*** Given data
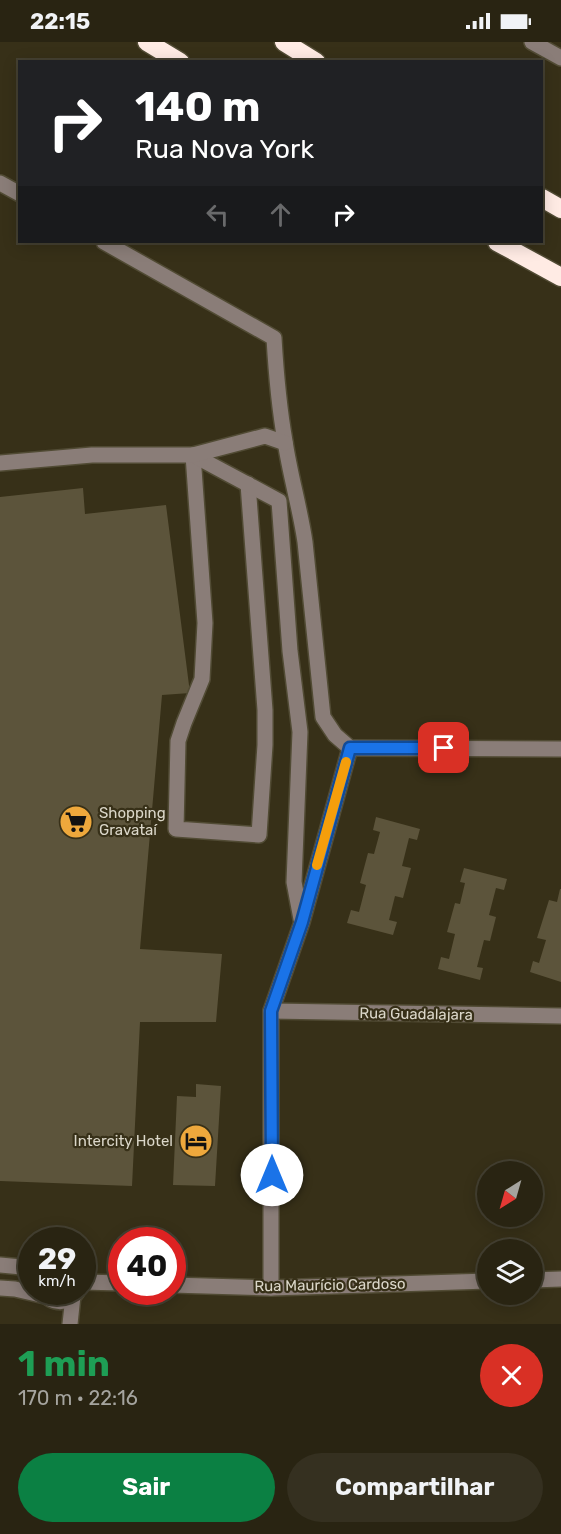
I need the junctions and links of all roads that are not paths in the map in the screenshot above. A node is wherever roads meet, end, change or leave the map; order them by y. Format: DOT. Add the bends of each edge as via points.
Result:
graph roads {
  1 [pos="147,42"];
  2 [pos="284,42"];
  3 [pos="532,42"];
  4 [pos="561,58"];
  5 [pos="177,60"];
  6 [pos="313,60"];
  7 [pos="0,183"];
  8 [pos="18,193"];
  9 [pos="543,199"];
  10 [pos="561,209"];
  11 [pos="106,243"];
  12 [pos="499,243"];
  13 [pos="561,277"];
  14 [pos="285,443"];
  15 [pos="194,455"];
  16 [pos="0,463"];
  17 [pos="248,484"];
  18 [pos="350,748"];
  19 [pos="561,749"];
  20 [pos="302,922"];
  21 [pos="271,1011"];
  22 [pos="561,1016"];
  23 [pos="0,1265"];
  24 [pos="18,1267"];
  25 [pos="561,1279"];
  26 [pos="543,1280"];
  27 [pos="477,1281"];
  28 [pos="186,1285"];
  29 [pos="0,1288"];
  30 [pos="272,1288"];
  31 [pos="18,1290"];
  32 [pos="73,1305"];
  33 [pos="70,1324"];
  1 -- 5 [label="highway"];
  2 -- 6 [label="highway"];
  3 -- 4 [label="street"];
  7 -- 8 [label="street"];
  9 -- 10 [label="highway"];
  11 -- 14 [label="street" via="274,338"];
  12 -- 13 [label="highway"];
  14 -- 15 [label="street" via="265,436"];
  14 -- 18 [label="street" via="302,523 323,717"];
  15 -- 16 [label="street" via="92,455"];
  15 -- 17 [label="street"];
  15 -- 17 [label="street" via="205,623 202,679 178,741 176,829 259,835 265,710"];
  17 -- 20 [label="street" via="279,501 300,732 294,882"];
  18 -- 19 [label="street"];
  18 -- 20 [label="street"];
  20 -- 21 [label="street"];
  21 -- 22 [label="street, Rua Guadalajara"];
  21 -- 30 [label="street"];
  23 -- 24 [label="street"];
  25 -- 26 [label="street"];
  27 -- 30 [label="street, Rua Maurício Cardoso"];
  28 -- 30 [label="street, Rua Maurício Cardoso"];
  29 -- 31 [label="street"];
  32 -- 33 [label="street"];
}
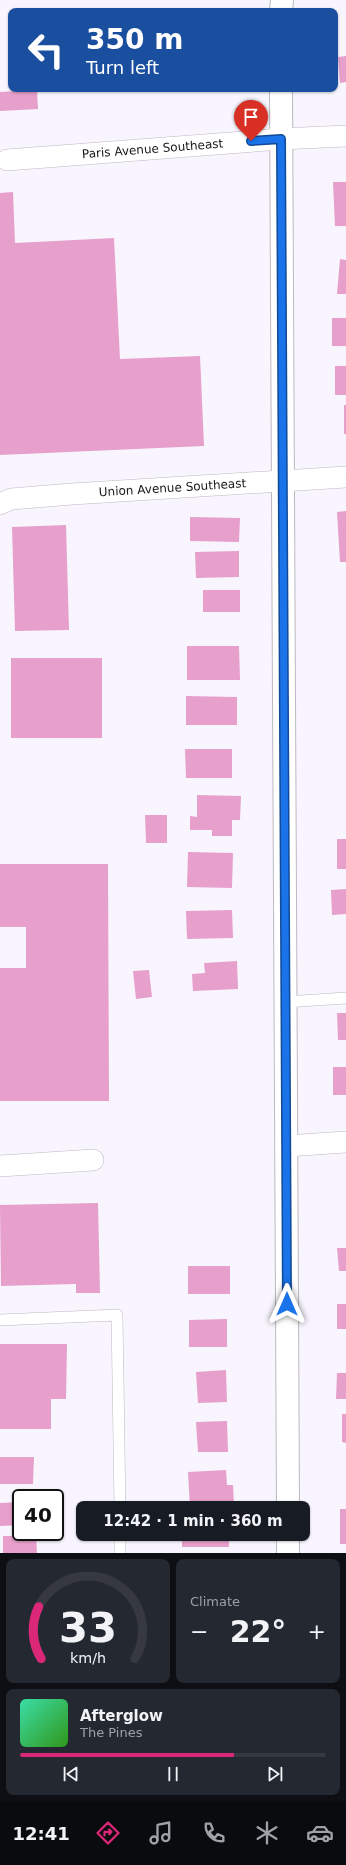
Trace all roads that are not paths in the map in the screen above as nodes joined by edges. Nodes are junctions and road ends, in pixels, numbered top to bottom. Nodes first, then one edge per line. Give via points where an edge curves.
1 (281, 92) edge
2 (346, 136) edge
3 (281, 139) junction
4 (7, 160) dead end
5 (346, 477) edge
6 (284, 481) junction
7 (0, 504) edge
8 (346, 998) edge
9 (285, 1002) junction
10 (346, 1142) edge
11 (286, 1146) junction
12 (94, 1160) dead end
13 (0, 1166) edge
14 (0, 1320) edge
15 (120, 1501) edge
16 (288, 1501) edge
17 (120, 1541) edge
18 (288, 1541) edge
19 (120, 1553) edge
20 (288, 1553) edge

1 - 3 street
2 - 3 street, Paris Avenue Southeast
3 - 4 street, Paris Avenue Southeast
3 - 6 street
5 - 6 street, Union Avenue Southeast
6 - 7 street, Union Avenue Southeast via 72,494 11,499
6 - 9 street
8 - 9 lane
9 - 11 street
10 - 11 street
11 - 16 street
12 - 13 street
14 - 15 lane via 117,1315
17 - 19 lane
18 - 20 street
******
**Work to be completed**:
Keep the pictures out and write out the records exactly.

**Response area**:
I need the junctions and links of all roads that are not paths in the map in the screenshot above. A node is wherever roads meet, end, change or leave the map; order them by y. Format: DOT. Add the bends of each edge as via points.
Result:
graph roads {
  1 [pos="147,42"];
  2 [pos="284,42"];
  3 [pos="532,42"];
  4 [pos="561,58"];
  5 [pos="177,60"];
  6 [pos="313,60"];
  7 [pos="0,183"];
  8 [pos="18,193"];
  9 [pos="543,199"];
  10 [pos="561,209"];
  11 [pos="106,243"];
  12 [pos="499,243"];
  13 [pos="561,277"];
  14 [pos="285,443"];
  15 [pos="194,455"];
  16 [pos="0,463"];
  17 [pos="248,484"];
  18 [pos="350,748"];
  19 [pos="561,749"];
  20 [pos="302,922"];
  21 [pos="271,1011"];
  22 [pos="561,1016"];
  23 [pos="0,1265"];
  24 [pos="18,1267"];
  25 [pos="561,1279"];
  26 [pos="543,1280"];
  27 [pos="477,1281"];
  28 [pos="186,1285"];
  29 [pos="0,1288"];
  30 [pos="272,1288"];
  31 [pos="18,1290"];
  32 [pos="73,1305"];
  33 [pos="70,1324"];
  1 -- 5 [label="highway"];
  2 -- 6 [label="highway"];
  3 -- 4 [label="street"];
  7 -- 8 [label="street"];
  9 -- 10 [label="highway"];
  11 -- 14 [label="street" via="274,338"];
  12 -- 13 [label="highway"];
  14 -- 15 [label="street" via="265,436"];
  14 -- 18 [label="street" via="302,523 323,717"];
  15 -- 16 [label="street" via="92,455"];
  15 -- 17 [label="street"];
  15 -- 17 [label="street" via="205,623 202,679 178,741 176,829 259,835 265,710"];
  17 -- 20 [label="street" via="279,501 300,732 294,882"];
  18 -- 19 [label="street"];
  18 -- 20 [label="street"];
  20 -- 21 [label="street"];
  21 -- 22 [label="street, Rua Guadalajara"];
  21 -- 30 [label="street"];
  23 -- 24 [label="street"];
  25 -- 26 [label="street"];
  27 -- 30 [label="street, Rua Maurício Cardoso"];
  28 -- 30 [label="street, Rua Maurício Cardoso"];
  29 -- 31 [label="street"];
  32 -- 33 [label="street"];
}
Trace all roads that are not paths in the map in the screen above as nodes joined by edges. Nodes are junctions and road ends, in pixels, numbered top to bottom. Nodes first, then one edge per line. Give via points where an edge curves.
1 (281, 92) edge
2 (346, 136) edge
3 (281, 139) junction
4 (7, 160) dead end
5 (346, 477) edge
6 (284, 481) junction
7 (0, 504) edge
8 (346, 998) edge
9 (285, 1002) junction
10 (346, 1142) edge
11 (286, 1146) junction
12 (94, 1160) dead end
13 (0, 1166) edge
14 (0, 1320) edge
15 (120, 1501) edge
16 (288, 1501) edge
17 (120, 1541) edge
18 (288, 1541) edge
19 (120, 1553) edge
20 (288, 1553) edge

1 - 3 street
2 - 3 street, Paris Avenue Southeast
3 - 4 street, Paris Avenue Southeast
3 - 6 street
5 - 6 street, Union Avenue Southeast
6 - 7 street, Union Avenue Southeast via 72,494 11,499
6 - 9 street
8 - 9 lane
9 - 11 street
10 - 11 street
11 - 16 street
12 - 13 street
14 - 15 lane via 117,1315
17 - 19 lane
18 - 20 street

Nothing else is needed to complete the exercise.